BANDAR LAMPUNG, bertalima.com – Saat menghadiri acara peresmian pembukaan Silaturahmi Kerja Nasional (Silaknas) dan Milad Ke-28 Ikatan Cendikiawan Muslim Indonesia (ICMI) Tahun 2018, Presiden Joko Widodo mengungkapkan tantangan yang dihadapi bangsa Indonesia dan mengajak para cendekiawan untuk bersama-sama mencari solusinya.
Sebagai negara besar, Indonesia memiliki kapasitas potensial yang sebetulnya sangat besar, misalnya sumber daya alam seperti batu bara, bauksit, dan kelapa sawit. Untuk memaksimalkan potensi tersebut, diperlukan terobosan-terobosan seperti hilirisasi industri.
“Saya ambil contoh saja bauksit. Setiap tahun jutaan ton bauksit mentah kita ekspor dengan harga USD35 per ton. Di sisi lain, kita ini lucu, pabrik aluminium kita tiap tahun mengimpor ratusan ribu ton alumina yang merupakan produk hilir dari bauksit. Coba kalau dari dulu kita memiliki industri alumina maka impor itu tidak usah terjadi,” ujar Presiden di Mahligai Agung Convention Hall, Universitas Bandar Lampung, Kota Bandar Lampung, pada Kamis, 6 Desember 2018.
Sebagai salah satu negara produsen minyak Presiden juga memandang pentingnya Indonesia membangun _refinery_. Tujuannya agar Indonesia bisa memurnikan sendiri minyaknya sehingga tidak perlu mengekspor terlalu banyak minyak mentah.
“Juga menghilirisasikan menjadi produk yang lain seperti petrokimia karena kita sekarang ini masih mengimpor jutaan ton produk-produk _petrochemical_,” lanjutnya.
Tidak hanya minyak, Presiden juga menyoroti pentingnya hilirisasi di industri batu bara. Menurutnya, setiap tahun Indonesia menghasilkan 480 juta ton batu bara di mana sekitar 80 juta ton dipakai oleh PLN dan sisanya diekspor dalam bentuk mentah. Padahal dengan teknologi sekarang ini, dengan hilirisasi dan industri, bisa diperoleh turunan dari batu bara ini yaitu LPG, _dimethyl ether_, avtur, dan solar.
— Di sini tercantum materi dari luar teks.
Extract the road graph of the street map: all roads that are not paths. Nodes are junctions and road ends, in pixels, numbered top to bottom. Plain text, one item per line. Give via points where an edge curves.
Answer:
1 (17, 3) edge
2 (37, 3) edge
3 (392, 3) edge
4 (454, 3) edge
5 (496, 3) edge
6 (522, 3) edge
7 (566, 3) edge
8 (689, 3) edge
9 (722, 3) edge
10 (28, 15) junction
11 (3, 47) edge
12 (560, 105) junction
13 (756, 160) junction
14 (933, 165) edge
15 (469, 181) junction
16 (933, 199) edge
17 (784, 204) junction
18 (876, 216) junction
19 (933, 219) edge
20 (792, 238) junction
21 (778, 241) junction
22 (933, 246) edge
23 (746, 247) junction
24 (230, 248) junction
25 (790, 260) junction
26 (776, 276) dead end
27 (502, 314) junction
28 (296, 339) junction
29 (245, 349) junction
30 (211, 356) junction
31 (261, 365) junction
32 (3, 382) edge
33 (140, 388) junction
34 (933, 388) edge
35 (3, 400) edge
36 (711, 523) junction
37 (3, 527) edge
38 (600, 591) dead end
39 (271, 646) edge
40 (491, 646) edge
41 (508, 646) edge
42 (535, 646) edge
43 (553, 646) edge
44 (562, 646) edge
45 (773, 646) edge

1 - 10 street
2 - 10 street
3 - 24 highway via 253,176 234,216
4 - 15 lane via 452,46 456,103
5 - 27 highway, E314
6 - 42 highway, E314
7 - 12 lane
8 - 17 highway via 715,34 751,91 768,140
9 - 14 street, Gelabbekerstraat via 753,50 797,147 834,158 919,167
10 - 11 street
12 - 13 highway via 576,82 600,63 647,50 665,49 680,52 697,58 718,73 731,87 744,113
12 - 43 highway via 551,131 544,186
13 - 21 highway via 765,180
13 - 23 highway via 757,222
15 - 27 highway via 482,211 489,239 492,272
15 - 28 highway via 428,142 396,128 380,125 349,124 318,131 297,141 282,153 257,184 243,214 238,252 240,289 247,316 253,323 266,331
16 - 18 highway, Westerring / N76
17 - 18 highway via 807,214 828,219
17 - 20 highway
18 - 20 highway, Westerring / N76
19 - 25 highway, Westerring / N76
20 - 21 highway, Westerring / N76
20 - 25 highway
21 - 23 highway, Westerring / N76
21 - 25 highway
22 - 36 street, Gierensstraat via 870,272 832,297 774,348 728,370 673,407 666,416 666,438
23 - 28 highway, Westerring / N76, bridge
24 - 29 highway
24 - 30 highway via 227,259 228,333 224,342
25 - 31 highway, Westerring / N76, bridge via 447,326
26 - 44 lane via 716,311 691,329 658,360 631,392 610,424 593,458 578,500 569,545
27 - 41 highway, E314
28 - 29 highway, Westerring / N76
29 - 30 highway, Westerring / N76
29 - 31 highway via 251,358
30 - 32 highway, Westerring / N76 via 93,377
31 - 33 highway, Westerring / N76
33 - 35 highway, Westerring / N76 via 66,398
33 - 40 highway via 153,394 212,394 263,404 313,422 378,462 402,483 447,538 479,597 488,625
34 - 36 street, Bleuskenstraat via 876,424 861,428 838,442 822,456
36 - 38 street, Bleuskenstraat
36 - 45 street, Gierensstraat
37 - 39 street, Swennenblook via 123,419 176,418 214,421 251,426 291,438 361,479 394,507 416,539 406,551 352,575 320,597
“Kita ini mengimpor 4 juta ton LPG. Kita memiliki bahan mentahnya, tapi kita mengimpor LPG nya 4 juta ton. Kenapa berpuluh tahun kita bermasalah karena hal-hal yang seperti tadi saya sebutkan,” imbuhnya.
Demikian halnya dengan industri kelapa sawit di mana Indonesia sebagai produsen terbesar di dunia. Berdasarkan data yang diterima Kepala Negara, Indonesia memproduksi 42 juta ton kelapa sawit saat ini. Namun, Indonesia selalu menjualnya dalam bentuk bahan mentah.
“Padahal ini yang sudah kita mulai, kita industrialisasi dan hilirisasi, kita bisa menghasilkan solar. Yang telah kita coba sekarang ini solar B20. Dan ke depan kita akan menuju kepada B50, B80, dan B100 sekalian dari CPO minyak kelapa sawit kita agar impor solar bisa kita kurangi,” tuturnya.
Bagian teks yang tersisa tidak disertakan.